» **The task**
Look below for the line that has "background:#f11937; border-color:#fff; box-shadow:0". Set down the lines from there through the line that has "text-anchor:middle; stroke-width:7; stroke-linejoin:round;", exactly as written.
Start of Records
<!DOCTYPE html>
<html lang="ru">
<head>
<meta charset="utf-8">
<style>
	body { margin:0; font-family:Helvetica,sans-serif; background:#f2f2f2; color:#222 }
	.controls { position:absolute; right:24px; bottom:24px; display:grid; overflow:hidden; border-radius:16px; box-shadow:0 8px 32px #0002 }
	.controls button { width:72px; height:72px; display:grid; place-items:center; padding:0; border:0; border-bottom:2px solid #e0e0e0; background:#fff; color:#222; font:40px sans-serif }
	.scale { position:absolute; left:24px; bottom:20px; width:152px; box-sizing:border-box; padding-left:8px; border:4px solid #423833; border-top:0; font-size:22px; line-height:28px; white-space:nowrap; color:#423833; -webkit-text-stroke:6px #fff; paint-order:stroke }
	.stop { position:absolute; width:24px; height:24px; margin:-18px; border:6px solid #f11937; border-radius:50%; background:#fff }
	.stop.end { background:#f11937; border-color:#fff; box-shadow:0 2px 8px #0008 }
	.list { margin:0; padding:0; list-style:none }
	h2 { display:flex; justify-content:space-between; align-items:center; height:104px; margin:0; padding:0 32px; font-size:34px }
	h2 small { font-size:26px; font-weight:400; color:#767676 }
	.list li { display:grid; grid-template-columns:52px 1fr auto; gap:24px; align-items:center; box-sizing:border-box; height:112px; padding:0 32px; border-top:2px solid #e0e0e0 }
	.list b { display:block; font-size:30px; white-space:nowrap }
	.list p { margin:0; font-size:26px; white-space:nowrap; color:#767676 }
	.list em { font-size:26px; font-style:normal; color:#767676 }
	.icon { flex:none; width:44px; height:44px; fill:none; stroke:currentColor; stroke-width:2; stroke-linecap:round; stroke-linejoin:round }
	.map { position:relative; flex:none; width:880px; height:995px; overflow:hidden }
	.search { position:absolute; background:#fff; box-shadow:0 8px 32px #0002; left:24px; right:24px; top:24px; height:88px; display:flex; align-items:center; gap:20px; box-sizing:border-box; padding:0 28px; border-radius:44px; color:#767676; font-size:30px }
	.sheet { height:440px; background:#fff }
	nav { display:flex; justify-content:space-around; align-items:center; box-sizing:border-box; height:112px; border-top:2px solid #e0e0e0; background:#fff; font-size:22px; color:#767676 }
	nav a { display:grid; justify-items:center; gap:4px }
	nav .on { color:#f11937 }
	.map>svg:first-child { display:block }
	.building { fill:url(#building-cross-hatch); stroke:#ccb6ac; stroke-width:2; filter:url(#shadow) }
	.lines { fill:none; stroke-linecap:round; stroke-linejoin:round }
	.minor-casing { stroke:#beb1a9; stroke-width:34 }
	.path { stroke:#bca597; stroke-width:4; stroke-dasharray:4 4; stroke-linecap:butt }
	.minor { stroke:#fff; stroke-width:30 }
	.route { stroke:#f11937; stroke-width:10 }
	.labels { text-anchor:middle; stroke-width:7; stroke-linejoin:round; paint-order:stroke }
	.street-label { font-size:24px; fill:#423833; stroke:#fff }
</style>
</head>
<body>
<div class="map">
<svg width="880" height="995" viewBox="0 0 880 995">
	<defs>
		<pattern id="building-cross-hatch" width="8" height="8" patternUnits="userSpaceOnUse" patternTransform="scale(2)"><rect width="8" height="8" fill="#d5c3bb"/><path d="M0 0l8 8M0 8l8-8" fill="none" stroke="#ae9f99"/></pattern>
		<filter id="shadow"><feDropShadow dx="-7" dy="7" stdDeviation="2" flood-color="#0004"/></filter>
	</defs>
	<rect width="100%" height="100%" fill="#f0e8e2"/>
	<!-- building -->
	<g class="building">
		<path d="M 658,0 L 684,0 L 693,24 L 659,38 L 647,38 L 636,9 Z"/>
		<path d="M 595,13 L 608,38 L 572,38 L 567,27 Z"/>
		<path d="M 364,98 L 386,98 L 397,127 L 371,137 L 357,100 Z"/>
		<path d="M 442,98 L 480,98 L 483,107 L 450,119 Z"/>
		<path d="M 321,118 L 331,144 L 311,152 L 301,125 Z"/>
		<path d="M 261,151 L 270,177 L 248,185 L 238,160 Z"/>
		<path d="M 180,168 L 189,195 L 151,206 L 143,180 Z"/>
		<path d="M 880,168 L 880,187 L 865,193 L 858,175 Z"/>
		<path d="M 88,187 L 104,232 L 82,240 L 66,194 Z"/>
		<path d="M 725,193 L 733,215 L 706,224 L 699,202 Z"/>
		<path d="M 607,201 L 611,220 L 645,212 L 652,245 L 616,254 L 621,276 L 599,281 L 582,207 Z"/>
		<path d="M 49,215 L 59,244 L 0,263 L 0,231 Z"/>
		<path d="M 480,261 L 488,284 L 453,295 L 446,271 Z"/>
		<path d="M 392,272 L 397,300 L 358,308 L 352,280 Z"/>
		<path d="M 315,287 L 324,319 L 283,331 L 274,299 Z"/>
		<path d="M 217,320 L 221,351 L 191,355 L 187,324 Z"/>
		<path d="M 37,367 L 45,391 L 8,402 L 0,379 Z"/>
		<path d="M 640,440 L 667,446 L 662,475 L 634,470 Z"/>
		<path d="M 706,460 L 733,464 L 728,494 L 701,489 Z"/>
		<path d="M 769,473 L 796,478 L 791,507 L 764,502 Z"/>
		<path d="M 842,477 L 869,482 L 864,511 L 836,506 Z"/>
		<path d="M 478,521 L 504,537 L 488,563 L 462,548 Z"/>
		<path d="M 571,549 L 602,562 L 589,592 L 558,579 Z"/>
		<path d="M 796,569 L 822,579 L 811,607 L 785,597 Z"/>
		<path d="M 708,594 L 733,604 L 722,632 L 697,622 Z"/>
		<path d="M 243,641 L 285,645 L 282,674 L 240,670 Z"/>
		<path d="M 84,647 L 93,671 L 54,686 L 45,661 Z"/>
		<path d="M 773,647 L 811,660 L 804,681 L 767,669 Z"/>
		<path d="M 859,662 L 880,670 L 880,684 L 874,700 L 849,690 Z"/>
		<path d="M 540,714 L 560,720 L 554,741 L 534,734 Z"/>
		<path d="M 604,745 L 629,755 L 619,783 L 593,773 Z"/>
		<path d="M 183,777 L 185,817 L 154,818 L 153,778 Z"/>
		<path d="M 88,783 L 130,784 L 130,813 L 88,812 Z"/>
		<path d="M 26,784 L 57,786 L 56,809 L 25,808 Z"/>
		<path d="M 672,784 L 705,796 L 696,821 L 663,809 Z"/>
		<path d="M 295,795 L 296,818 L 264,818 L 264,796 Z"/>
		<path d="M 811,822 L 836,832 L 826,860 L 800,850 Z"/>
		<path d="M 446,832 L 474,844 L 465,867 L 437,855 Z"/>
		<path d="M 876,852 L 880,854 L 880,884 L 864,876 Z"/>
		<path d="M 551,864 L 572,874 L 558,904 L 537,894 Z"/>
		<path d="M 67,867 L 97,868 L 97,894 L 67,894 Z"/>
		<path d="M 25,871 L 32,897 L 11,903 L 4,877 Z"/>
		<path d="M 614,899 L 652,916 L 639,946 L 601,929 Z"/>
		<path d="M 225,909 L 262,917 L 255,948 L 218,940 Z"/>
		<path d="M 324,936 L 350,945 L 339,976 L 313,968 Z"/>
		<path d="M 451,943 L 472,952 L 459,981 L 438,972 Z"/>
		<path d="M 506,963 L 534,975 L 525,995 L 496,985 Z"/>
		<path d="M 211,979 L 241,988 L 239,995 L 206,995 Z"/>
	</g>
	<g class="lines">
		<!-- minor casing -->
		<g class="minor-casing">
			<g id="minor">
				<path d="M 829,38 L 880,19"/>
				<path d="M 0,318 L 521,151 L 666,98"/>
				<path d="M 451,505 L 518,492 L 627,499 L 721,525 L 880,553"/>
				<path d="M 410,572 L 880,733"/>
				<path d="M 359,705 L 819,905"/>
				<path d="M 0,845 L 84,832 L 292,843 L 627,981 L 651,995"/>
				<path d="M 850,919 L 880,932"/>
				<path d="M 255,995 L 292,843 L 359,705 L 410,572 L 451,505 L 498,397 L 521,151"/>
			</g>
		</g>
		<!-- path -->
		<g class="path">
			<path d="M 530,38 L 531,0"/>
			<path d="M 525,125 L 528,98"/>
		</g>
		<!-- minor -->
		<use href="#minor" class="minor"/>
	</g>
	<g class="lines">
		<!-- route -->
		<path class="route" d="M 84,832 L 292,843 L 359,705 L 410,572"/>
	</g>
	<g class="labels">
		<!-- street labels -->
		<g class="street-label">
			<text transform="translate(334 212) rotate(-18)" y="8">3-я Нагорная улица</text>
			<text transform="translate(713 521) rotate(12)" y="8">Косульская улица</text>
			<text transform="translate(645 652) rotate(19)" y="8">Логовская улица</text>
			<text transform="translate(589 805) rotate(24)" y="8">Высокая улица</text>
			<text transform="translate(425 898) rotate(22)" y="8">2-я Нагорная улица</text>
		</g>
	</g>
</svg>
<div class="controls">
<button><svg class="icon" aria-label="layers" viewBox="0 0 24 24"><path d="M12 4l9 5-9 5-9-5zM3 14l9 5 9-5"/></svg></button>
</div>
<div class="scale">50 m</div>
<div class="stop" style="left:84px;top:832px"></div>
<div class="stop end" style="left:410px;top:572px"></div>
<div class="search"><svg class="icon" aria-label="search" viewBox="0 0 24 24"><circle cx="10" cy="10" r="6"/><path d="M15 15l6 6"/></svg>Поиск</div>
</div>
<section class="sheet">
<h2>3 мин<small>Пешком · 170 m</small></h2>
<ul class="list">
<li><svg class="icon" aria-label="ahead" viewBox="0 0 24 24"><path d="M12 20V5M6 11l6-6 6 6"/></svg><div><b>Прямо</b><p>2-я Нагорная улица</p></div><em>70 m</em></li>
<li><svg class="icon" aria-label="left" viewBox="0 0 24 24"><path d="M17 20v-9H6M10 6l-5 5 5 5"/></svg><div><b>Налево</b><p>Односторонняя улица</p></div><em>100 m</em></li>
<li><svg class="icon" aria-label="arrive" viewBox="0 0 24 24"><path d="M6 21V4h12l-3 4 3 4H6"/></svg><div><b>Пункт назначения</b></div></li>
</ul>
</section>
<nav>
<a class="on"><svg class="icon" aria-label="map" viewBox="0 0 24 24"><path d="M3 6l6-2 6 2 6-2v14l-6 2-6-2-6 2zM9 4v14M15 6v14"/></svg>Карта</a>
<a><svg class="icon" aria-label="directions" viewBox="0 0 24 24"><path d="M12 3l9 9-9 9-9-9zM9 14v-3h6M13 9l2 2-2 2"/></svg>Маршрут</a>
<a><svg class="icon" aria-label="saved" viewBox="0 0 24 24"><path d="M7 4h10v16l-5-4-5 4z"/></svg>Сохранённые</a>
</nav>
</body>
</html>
End of Records
» **Exercise result**
	.stop.end { background:#f11937; border-color:#fff; box-shadow:0 2px 8px #0008 }
	.list { margin:0; padding:0; list-style:none }
	h2 { display:flex; justify-content:space-between; align-items:center; height:104px; margin:0; padding:0 32px; font-size:34px }
	h2 small { font-size:26px; font-weight:400; color:#767676 }
	.list li { display:grid; grid-template-columns:52px 1fr auto; gap:24px; align-items:center; box-sizing:border-box; height:112px; padding:0 32px; border-top:2px solid #e0e0e0 }
	.list b { display:block; font-size:30px; white-space:nowrap }
	.list p { margin:0; font-size:26px; white-space:nowrap; color:#767676 }
	.list em { font-size:26px; font-style:normal; color:#767676 }
	.icon { flex:none; width:44px; height:44px; fill:none; stroke:currentColor; stroke-width:2; stroke-linecap:round; stroke-linejoin:round }
	.map { position:relative; flex:none; width:880px; height:995px; overflow:hidden }
	.search { position:absolute; background:#fff; box-shadow:0 8px 32px #0002; left:24px; right:24px; top:24px; height:88px; display:flex; align-items:center; gap:20px; box-sizing:border-box; padding:0 28px; border-radius:44px; color:#767676; font-size:30px }
	.sheet { height:440px; background:#fff }
	nav { display:flex; justify-content:space-around; align-items:center; box-sizing:border-box; height:112px; border-top:2px solid #e0e0e0; background:#fff; font-size:22px; color:#767676 }
	nav a { display:grid; justify-items:center; gap:4px }
	nav .on { color:#f11937 }
	.map>svg:first-child { display:block }
	.building { fill:url(#building-cross-hatch); stroke:#ccb6ac; stroke-width:2; filter:url(#shadow) }
	.lines { fill:none; stroke-linecap:round; stroke-linejoin:round }
	.minor-casing { stroke:#beb1a9; stroke-width:34 }
	.path { stroke:#bca597; stroke-width:4; stroke-dasharray:4 4; stroke-linecap:butt }
	.minor { stroke:#fff; stroke-width:30 }
	.route { stroke:#f11937; stroke-width:10 }
	.labels { text-anchor:middle; stroke-width:7; stroke-linejoin:round; paint-order:stroke }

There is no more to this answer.